Stored data entries:
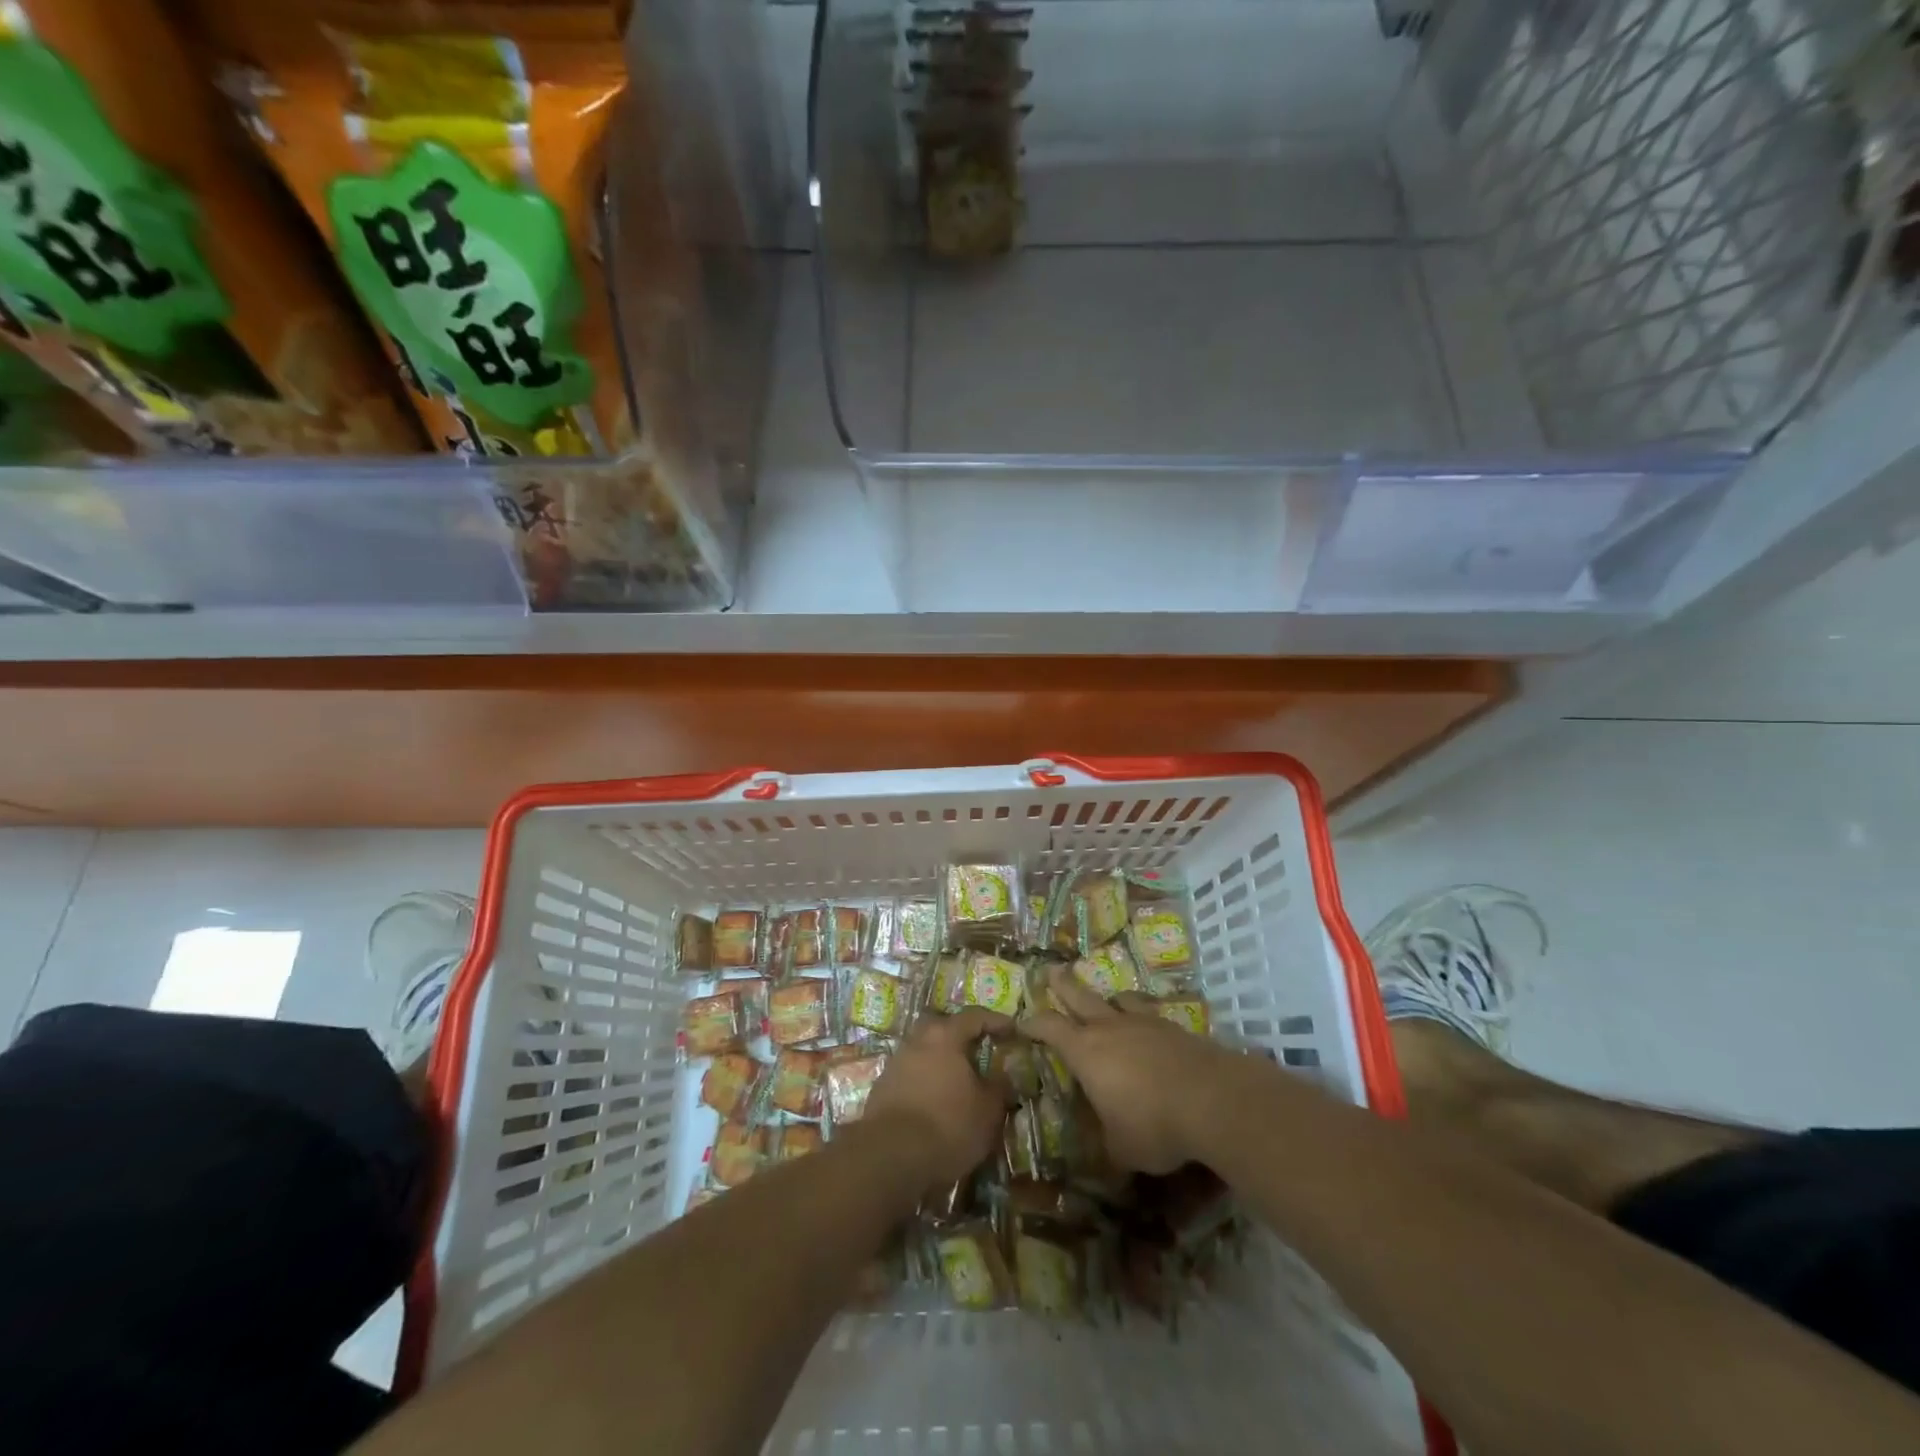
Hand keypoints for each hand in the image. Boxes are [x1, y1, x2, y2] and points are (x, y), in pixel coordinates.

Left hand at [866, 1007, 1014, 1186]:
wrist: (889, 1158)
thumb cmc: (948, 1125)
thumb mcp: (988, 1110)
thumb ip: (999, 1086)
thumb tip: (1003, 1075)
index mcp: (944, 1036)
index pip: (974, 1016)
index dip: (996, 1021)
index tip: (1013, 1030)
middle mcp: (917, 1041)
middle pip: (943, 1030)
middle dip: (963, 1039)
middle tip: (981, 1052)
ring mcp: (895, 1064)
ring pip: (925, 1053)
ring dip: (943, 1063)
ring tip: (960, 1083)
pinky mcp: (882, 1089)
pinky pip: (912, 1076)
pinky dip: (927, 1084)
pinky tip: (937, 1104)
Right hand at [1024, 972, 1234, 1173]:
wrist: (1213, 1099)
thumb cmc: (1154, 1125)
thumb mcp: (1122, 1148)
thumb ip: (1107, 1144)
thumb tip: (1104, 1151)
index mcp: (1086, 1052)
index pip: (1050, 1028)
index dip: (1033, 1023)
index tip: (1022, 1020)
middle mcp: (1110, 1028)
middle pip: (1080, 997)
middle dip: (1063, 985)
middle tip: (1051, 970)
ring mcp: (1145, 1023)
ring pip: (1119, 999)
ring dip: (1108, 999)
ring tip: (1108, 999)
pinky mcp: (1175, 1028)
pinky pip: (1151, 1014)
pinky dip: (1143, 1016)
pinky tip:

◆ Task item
Print out the records in full and exactly, dropping every picture.

◆ Written reply
Hand keypoints for each hand in the image. Boxes are [x1, y1, x2, y2] and points are (x, y), in pixel coordinates.

Left hand at [866, 1007, 1014, 1186]:
wrist: (889, 1158)
thumb cmc: (948, 1125)
thumb mcp: (988, 1110)
thumb ip: (999, 1086)
thumb tip: (1003, 1075)
index mcp: (944, 1036)
index pip: (974, 1016)
index dip: (996, 1021)
index tip: (1013, 1030)
middle mcp: (917, 1041)
middle pip: (943, 1030)
middle dip: (963, 1039)
middle tip: (981, 1052)
ring mcp: (895, 1064)
ring pip: (925, 1053)
ring dip: (943, 1063)
ring tip: (960, 1083)
pinky mcp: (882, 1089)
pinky pip: (912, 1076)
pinky dip: (927, 1084)
pinky tip: (937, 1104)
Right hand at [1024, 972, 1234, 1173]:
wrist: (1213, 1099)
thumb cmc: (1154, 1125)
thumb mcp: (1122, 1148)
thumb ip: (1107, 1144)
thumb tip: (1104, 1151)
index mcp: (1086, 1052)
index pip: (1050, 1028)
index dip: (1033, 1023)
index tip: (1022, 1020)
middle mcp: (1110, 1028)
middle pip: (1080, 997)
middle dip: (1063, 985)
middle tip: (1051, 970)
ring mcp: (1145, 1023)
ring pip: (1119, 999)
ring dip: (1108, 999)
ring tip: (1108, 999)
pinky mcp: (1175, 1028)
pinky pip: (1151, 1014)
pinky dip: (1143, 1016)
pinky tip:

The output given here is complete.